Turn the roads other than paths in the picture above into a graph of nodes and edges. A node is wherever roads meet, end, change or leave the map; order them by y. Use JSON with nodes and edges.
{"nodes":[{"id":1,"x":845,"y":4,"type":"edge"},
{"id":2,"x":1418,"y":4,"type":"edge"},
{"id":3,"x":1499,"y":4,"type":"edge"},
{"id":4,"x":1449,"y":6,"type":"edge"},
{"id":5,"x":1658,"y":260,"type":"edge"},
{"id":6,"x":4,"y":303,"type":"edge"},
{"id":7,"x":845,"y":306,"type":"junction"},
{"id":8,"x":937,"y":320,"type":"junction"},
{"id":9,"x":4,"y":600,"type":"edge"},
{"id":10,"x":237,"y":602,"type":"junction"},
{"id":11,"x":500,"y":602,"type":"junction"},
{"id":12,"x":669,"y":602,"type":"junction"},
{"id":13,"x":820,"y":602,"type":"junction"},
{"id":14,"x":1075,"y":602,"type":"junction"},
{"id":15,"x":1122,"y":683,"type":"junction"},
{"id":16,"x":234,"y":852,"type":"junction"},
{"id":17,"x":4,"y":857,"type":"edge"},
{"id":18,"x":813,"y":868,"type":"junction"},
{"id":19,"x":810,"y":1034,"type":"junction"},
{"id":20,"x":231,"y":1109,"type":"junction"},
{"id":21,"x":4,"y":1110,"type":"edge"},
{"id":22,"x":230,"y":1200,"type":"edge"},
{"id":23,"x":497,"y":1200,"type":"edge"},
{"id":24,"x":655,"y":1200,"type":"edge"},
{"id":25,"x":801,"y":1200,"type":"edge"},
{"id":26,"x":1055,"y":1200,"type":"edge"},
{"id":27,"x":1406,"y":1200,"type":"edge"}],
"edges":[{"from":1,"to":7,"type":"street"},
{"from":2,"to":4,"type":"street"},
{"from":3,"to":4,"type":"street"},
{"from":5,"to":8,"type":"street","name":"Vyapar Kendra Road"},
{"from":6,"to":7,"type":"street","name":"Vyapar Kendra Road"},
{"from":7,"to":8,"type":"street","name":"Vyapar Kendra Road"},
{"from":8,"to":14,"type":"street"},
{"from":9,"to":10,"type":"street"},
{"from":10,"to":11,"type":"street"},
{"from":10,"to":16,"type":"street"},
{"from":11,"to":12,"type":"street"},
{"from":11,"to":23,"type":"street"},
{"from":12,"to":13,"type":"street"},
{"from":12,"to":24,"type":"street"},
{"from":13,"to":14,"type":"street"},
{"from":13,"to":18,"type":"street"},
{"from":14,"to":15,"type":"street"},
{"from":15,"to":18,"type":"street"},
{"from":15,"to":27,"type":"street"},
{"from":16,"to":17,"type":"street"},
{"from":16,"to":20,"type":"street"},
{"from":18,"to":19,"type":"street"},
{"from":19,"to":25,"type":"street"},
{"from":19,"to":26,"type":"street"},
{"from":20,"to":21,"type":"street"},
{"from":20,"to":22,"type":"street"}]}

◆ ◆ ◆ ◆ ◆ ◆ ◆

_Activity_
Scan the material and collect every line that contains "Vyapar".

_Task answer_
{"from":5,"to":8,"type":"street","name":"Vyapar Kendra Road"},
{"from":6,"to":7,"type":"street","name":"Vyapar Kendra Road"},
{"from":7,"to":8,"type":"street","name":"Vyapar Kendra Road"},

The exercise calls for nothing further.